The mollusk’s ability to appear like a flounder impresses Hanlon as “quite an athletic move.” The mimic changes its position, rate of undulation and even the direction it typically swims. And why? Only large predators eat flounder, whereas a host of small critters will try to nip off a bit of tentacle. Apparently, shape-shifting has benefits.
WHEN TO GO “No one knows anything about the seasonality of the mimic octopus,” Hanlon says. However, mimics can be seen in the Lembeh Strait year-round.
OPERATORS NAD-Lembeh Diving Resort is a small resort with highly experienced guides — each with thousands of logged local dives — and two onsite photography pros. Some of the resort’s best sites for mimic octopuses include Rojos, Aer Bajo and Hairball.

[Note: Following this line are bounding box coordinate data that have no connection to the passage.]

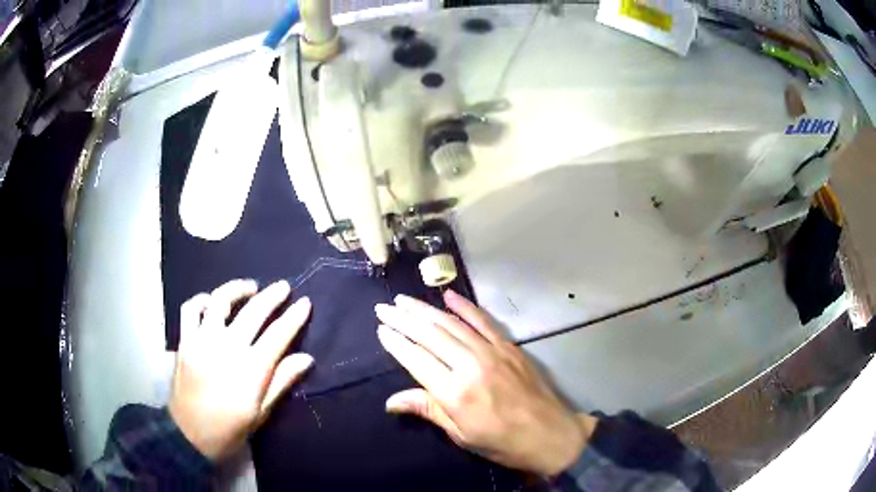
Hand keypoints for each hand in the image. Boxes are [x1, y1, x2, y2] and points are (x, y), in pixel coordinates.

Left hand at [169, 279, 313, 460]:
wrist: (189, 435)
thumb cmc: (230, 429)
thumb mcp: (261, 413)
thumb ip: (281, 382)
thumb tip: (306, 358)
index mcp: (250, 369)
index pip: (278, 335)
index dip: (294, 317)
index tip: (305, 303)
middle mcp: (227, 347)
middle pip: (253, 312)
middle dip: (272, 296)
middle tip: (283, 287)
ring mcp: (202, 340)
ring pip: (220, 301)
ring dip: (237, 290)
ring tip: (249, 288)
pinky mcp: (184, 340)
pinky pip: (191, 309)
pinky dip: (202, 301)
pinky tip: (211, 302)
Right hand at [375, 291, 596, 475]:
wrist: (550, 433)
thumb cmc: (502, 442)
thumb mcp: (461, 434)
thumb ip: (428, 410)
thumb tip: (391, 401)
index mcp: (454, 392)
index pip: (416, 359)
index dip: (396, 342)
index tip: (381, 328)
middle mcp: (470, 365)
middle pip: (430, 335)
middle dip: (403, 318)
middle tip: (383, 307)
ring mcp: (491, 351)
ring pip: (451, 323)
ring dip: (425, 309)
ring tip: (404, 300)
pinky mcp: (508, 346)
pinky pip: (482, 320)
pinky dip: (464, 306)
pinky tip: (448, 295)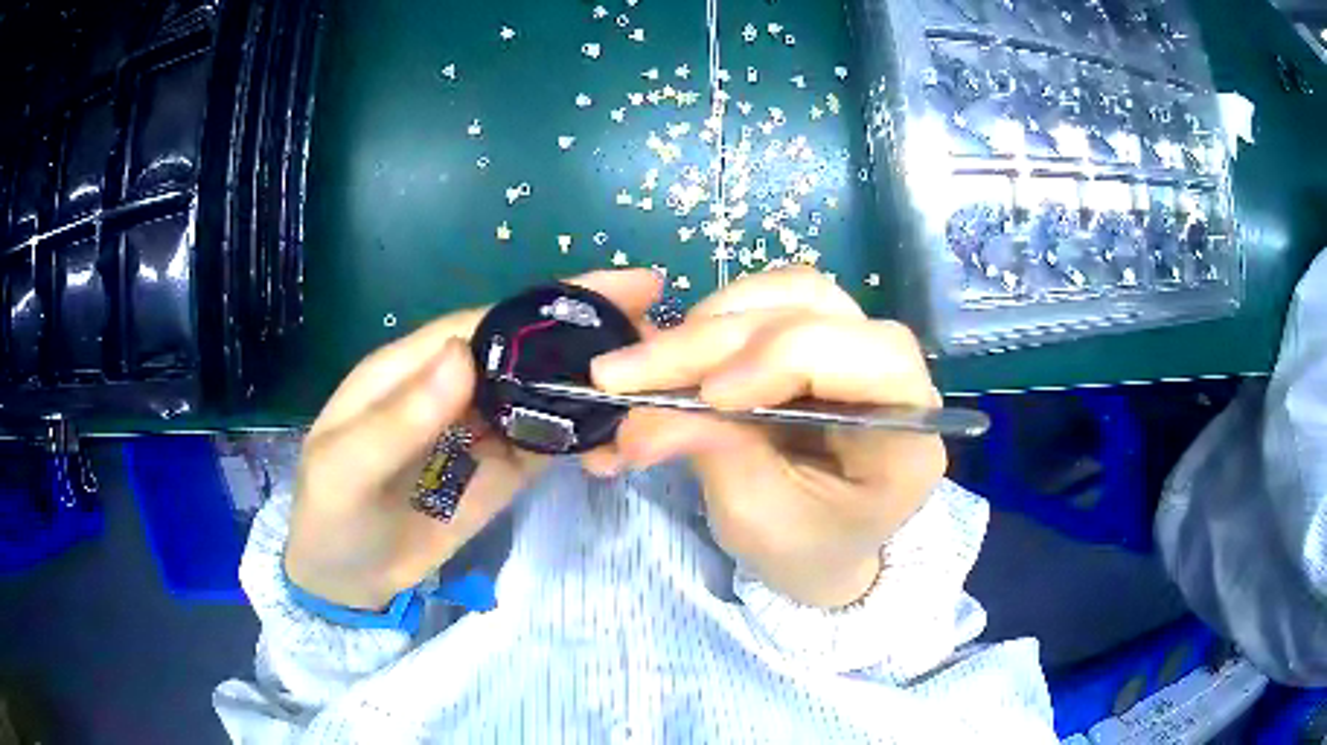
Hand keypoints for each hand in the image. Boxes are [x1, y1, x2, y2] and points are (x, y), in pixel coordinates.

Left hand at [285, 270, 662, 609]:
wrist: (347, 581)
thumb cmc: (332, 516)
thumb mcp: (345, 469)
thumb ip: (397, 417)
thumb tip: (462, 353)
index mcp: (413, 367)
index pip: (488, 323)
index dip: (547, 305)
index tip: (616, 293)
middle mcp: (455, 388)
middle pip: (527, 349)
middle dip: (589, 331)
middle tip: (660, 322)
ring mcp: (483, 430)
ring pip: (545, 393)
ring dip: (596, 382)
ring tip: (659, 373)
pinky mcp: (502, 471)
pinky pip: (549, 444)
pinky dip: (586, 436)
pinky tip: (624, 432)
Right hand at [589, 267, 946, 607]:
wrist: (823, 549)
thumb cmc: (805, 549)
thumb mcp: (757, 521)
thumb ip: (711, 456)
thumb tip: (638, 416)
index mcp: (908, 434)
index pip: (875, 359)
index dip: (786, 357)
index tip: (707, 396)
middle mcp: (895, 375)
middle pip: (814, 312)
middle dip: (711, 340)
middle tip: (621, 375)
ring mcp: (856, 346)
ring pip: (790, 292)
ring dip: (711, 321)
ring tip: (649, 366)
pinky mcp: (819, 337)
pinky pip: (769, 302)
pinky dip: (714, 321)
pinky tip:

PRICE TAG A seven-night, 17-dive package costs $876 in an AC room.
DID YOU KNOW?
1. Giant Pacific octopuses, which typically grow to eight feet in length and weigh 100 pounds, can wiggle their bodies through a baseball-size opening.
2. Octopuses can be trained visually to run mazes, even making detours when a new food source appears.
3. Every inch of an octopus’ skin tastes what it touches.
4. Octopuses quickly learn to recognize individuals. At the New England Aquarium, a giant Pacific octopus named Truman took an immediate dislike to a female volunteer (and only her), using his siphon to squirt a stream of water at her each time she entered the room.
5. Germans rallied behind Paul the Octopus each time he predicted a win for their national soccer team during the 2010 FIFA World Cup> When he chose Spain as the victors, livid fans hungered for sushi justice.